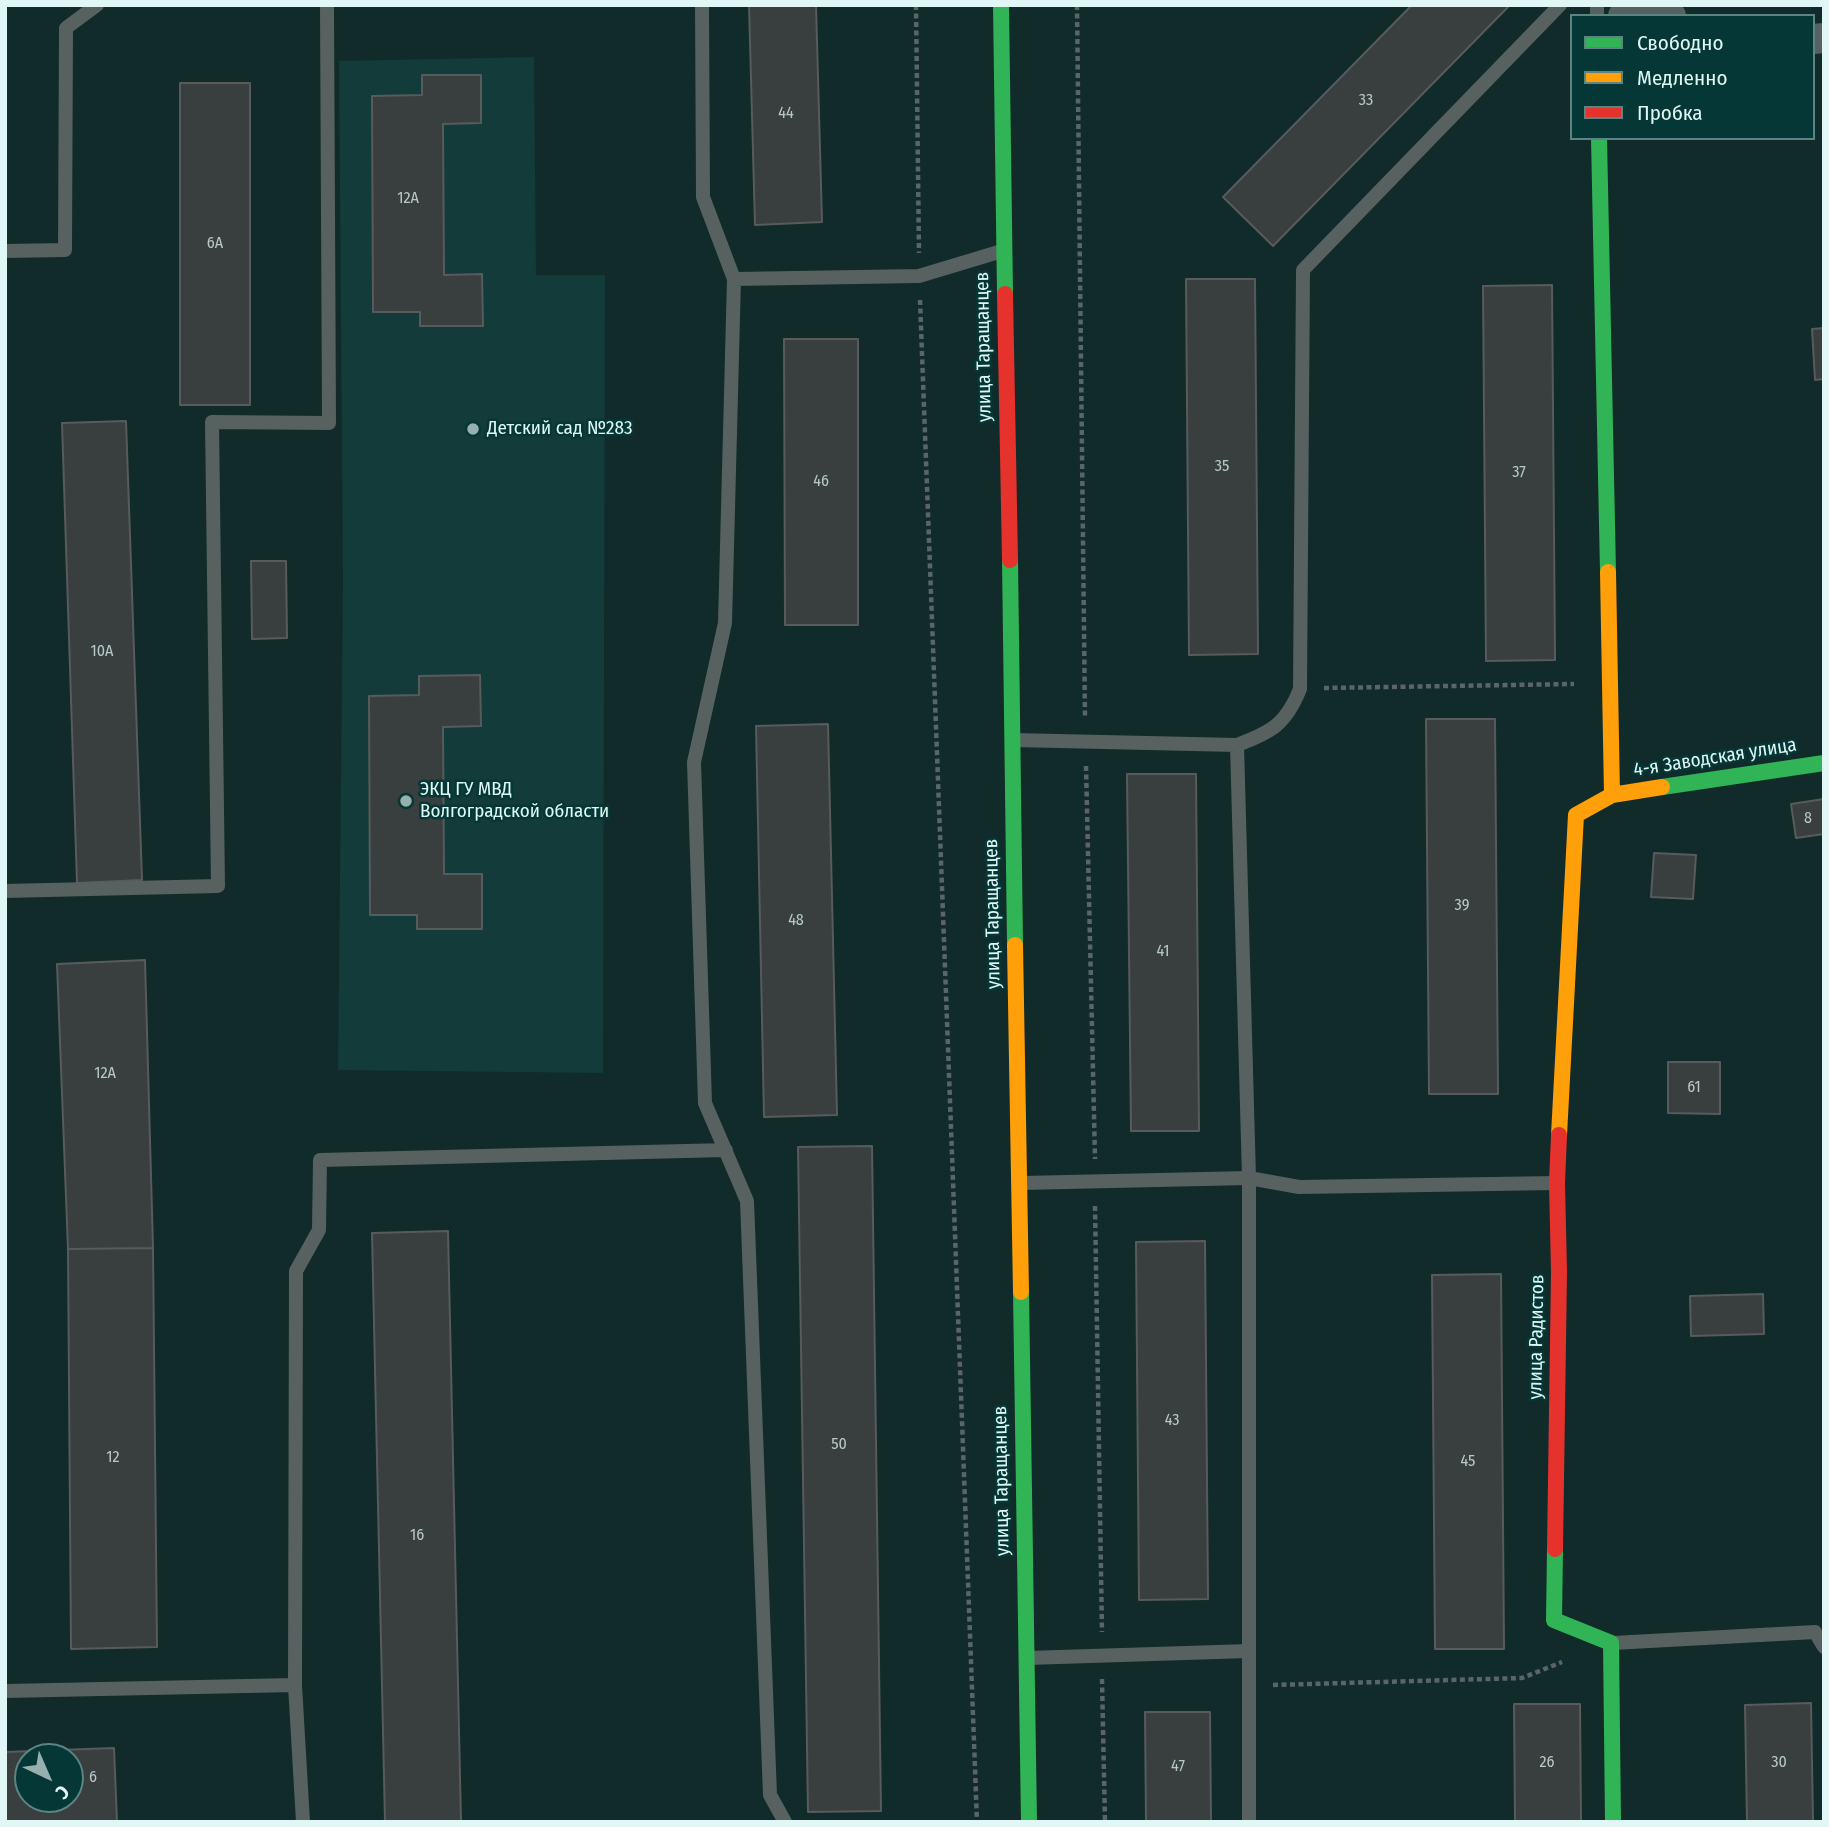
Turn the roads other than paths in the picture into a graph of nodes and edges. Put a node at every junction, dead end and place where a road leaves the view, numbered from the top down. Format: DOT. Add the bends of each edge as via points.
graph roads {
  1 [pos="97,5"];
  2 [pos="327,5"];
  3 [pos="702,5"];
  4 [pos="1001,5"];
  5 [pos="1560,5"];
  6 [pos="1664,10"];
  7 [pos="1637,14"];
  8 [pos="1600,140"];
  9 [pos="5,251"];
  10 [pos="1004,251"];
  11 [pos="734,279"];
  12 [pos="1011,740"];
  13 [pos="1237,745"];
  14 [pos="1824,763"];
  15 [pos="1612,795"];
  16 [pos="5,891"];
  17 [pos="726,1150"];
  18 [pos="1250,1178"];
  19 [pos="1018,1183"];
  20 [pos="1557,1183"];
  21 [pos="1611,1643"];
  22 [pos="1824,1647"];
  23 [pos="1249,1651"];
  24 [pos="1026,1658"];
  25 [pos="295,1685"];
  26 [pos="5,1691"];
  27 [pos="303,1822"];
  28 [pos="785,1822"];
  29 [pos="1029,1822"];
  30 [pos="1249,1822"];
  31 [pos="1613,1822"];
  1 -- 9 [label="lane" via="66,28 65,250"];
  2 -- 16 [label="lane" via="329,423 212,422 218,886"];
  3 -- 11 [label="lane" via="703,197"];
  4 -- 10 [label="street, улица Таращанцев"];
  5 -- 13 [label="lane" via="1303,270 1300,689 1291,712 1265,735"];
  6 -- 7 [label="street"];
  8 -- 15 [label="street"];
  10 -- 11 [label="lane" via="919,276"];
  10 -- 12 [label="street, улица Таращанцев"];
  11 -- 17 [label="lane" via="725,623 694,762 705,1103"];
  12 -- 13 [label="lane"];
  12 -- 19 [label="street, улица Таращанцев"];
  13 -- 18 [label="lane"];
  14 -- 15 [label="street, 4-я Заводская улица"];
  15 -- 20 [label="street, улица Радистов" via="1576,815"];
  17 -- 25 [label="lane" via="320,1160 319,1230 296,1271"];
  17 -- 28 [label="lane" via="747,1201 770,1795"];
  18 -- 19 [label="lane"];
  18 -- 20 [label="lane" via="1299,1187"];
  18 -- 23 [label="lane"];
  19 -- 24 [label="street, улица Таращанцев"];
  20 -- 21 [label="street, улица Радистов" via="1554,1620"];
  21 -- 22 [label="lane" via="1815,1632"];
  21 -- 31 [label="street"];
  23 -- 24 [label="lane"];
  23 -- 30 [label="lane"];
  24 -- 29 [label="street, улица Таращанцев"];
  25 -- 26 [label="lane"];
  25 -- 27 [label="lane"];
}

Aim of the task:
Line by line, write out the material exactly, leaving the images out.

Task result:
Turn the roads other than paths in the picture into a graph of nodes and edges. Put a node at every junction, dead end and place where a road leaves the view, numbered from the top down. Format: DOT. Add the bends of each edge as via points.
graph roads {
  1 [pos="97,5"];
  2 [pos="327,5"];
  3 [pos="702,5"];
  4 [pos="1001,5"];
  5 [pos="1560,5"];
  6 [pos="1664,10"];
  7 [pos="1637,14"];
  8 [pos="1600,140"];
  9 [pos="5,251"];
  10 [pos="1004,251"];
  11 [pos="734,279"];
  12 [pos="1011,740"];
  13 [pos="1237,745"];
  14 [pos="1824,763"];
  15 [pos="1612,795"];
  16 [pos="5,891"];
  17 [pos="726,1150"];
  18 [pos="1250,1178"];
  19 [pos="1018,1183"];
  20 [pos="1557,1183"];
  21 [pos="1611,1643"];
  22 [pos="1824,1647"];
  23 [pos="1249,1651"];
  24 [pos="1026,1658"];
  25 [pos="295,1685"];
  26 [pos="5,1691"];
  27 [pos="303,1822"];
  28 [pos="785,1822"];
  29 [pos="1029,1822"];
  30 [pos="1249,1822"];
  31 [pos="1613,1822"];
  1 -- 9 [label="lane" via="66,28 65,250"];
  2 -- 16 [label="lane" via="329,423 212,422 218,886"];
  3 -- 11 [label="lane" via="703,197"];
  4 -- 10 [label="street, улица Таращанцев"];
  5 -- 13 [label="lane" via="1303,270 1300,689 1291,712 1265,735"];
  6 -- 7 [label="street"];
  8 -- 15 [label="street"];
  10 -- 11 [label="lane" via="919,276"];
  10 -- 12 [label="street, улица Таращанцев"];
  11 -- 17 [label="lane" via="725,623 694,762 705,1103"];
  12 -- 13 [label="lane"];
  12 -- 19 [label="street, улица Таращанцев"];
  13 -- 18 [label="lane"];
  14 -- 15 [label="street, 4-я Заводская улица"];
  15 -- 20 [label="street, улица Радистов" via="1576,815"];
  17 -- 25 [label="lane" via="320,1160 319,1230 296,1271"];
  17 -- 28 [label="lane" via="747,1201 770,1795"];
  18 -- 19 [label="lane"];
  18 -- 20 [label="lane" via="1299,1187"];
  18 -- 23 [label="lane"];
  19 -- 24 [label="street, улица Таращанцев"];
  20 -- 21 [label="street, улица Радистов" via="1554,1620"];
  21 -- 22 [label="lane" via="1815,1632"];
  21 -- 31 [label="street"];
  23 -- 24 [label="lane"];
  23 -- 30 [label="lane"];
  24 -- 29 [label="street, улица Таращанцев"];
  25 -- 26 [label="lane"];
  25 -- 27 [label="lane"];
}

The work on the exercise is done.